The _id and the <accumulator> expressions can accept any valid expression. For more information on expressions, see Expressions.

Considerations¶

Accumulator Operator¶

The <accumulator> operator must be one of the following accumulator operators:

Name	Description
`$sum`	Returns a sum of numerical values. Ignores non-numeric values. Changed in version 3.2: Available in both `$group` and `$project` stages.
`$avg`	Returns an average of numerical values. Ignores non-numeric values. Changed in version 3.2: Available in both `$group` and `$project` stages.
`$first`	Returns a value from the first document for each group. Order is only defined if the documents are in a defined order. Available in `$group` stage only.
`$last`	Returns a value from the last document for each group. Order is only defined if the documents are in a defined order. Available in `$group` stage only.
`$max`	Returns the highest expression value for each group. Changed in version 3.2: Available in both `$group` and `$project` stages.
`$min`	Returns the lowest expression value for each group. Changed in version 3.2: Available in both `$group` and `$project` stages.
`$push`	Returns an array of expression values for each group. Available in `$group` stage only.
`$addToSet`	Returns an array of unique expression values for each group. Order of the array elements is undefined. Available in `$group` stage only.
`$stdDevPop`	Returns the population standard deviation of the input values. Changed in version 3.2: Available in both `$group` and `$project` stages.
`$stdDevSamp`	Returns the sample standard deviation of the input values. Changed in version 3.2: Available in both `$group` and `$project` stages.

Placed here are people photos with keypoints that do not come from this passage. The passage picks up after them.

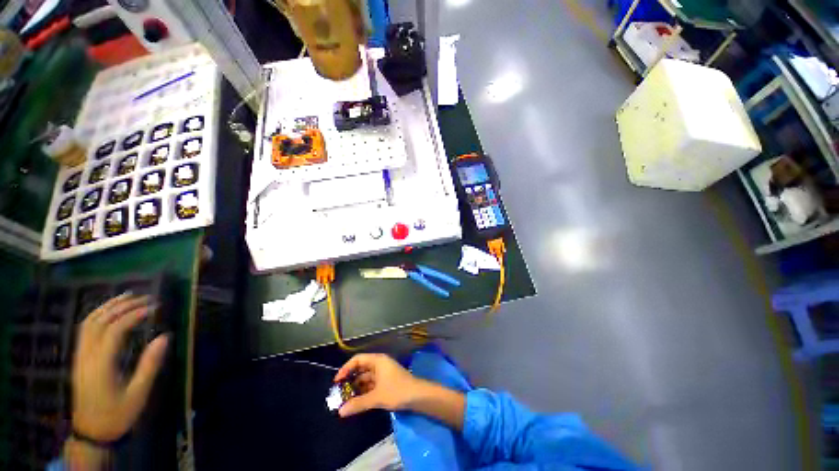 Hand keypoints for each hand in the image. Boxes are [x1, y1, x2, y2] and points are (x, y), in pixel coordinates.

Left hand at [71, 294, 169, 441]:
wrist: (92, 433)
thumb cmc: (118, 414)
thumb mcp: (138, 394)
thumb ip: (150, 365)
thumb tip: (165, 337)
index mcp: (101, 365)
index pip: (114, 330)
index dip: (134, 315)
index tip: (154, 307)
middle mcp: (86, 356)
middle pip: (98, 322)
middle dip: (121, 306)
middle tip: (144, 297)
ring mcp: (79, 357)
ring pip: (87, 324)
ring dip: (106, 307)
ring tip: (126, 296)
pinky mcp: (79, 359)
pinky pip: (84, 331)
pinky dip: (97, 316)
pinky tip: (109, 312)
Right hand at [334, 353, 420, 416]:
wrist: (418, 396)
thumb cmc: (397, 391)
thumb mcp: (377, 397)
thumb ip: (358, 403)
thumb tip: (340, 412)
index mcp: (378, 360)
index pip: (358, 359)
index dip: (346, 368)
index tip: (336, 381)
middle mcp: (380, 364)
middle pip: (361, 368)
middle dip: (350, 379)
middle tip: (338, 392)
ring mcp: (383, 373)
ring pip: (366, 377)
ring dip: (356, 387)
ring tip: (345, 399)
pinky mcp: (386, 382)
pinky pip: (371, 384)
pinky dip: (364, 391)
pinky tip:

`$group` Operator and Memory¶

The $group stage has a limit of 100 megabytes of RAM. By default, if the stage exceeds this limit, $group will produce an error. However, to allow for the handling of large datasets, set the allowDiskUse option to true to enable $group operations to write to temporary files. See db.collection.aggregate() method and the aggregate command for details.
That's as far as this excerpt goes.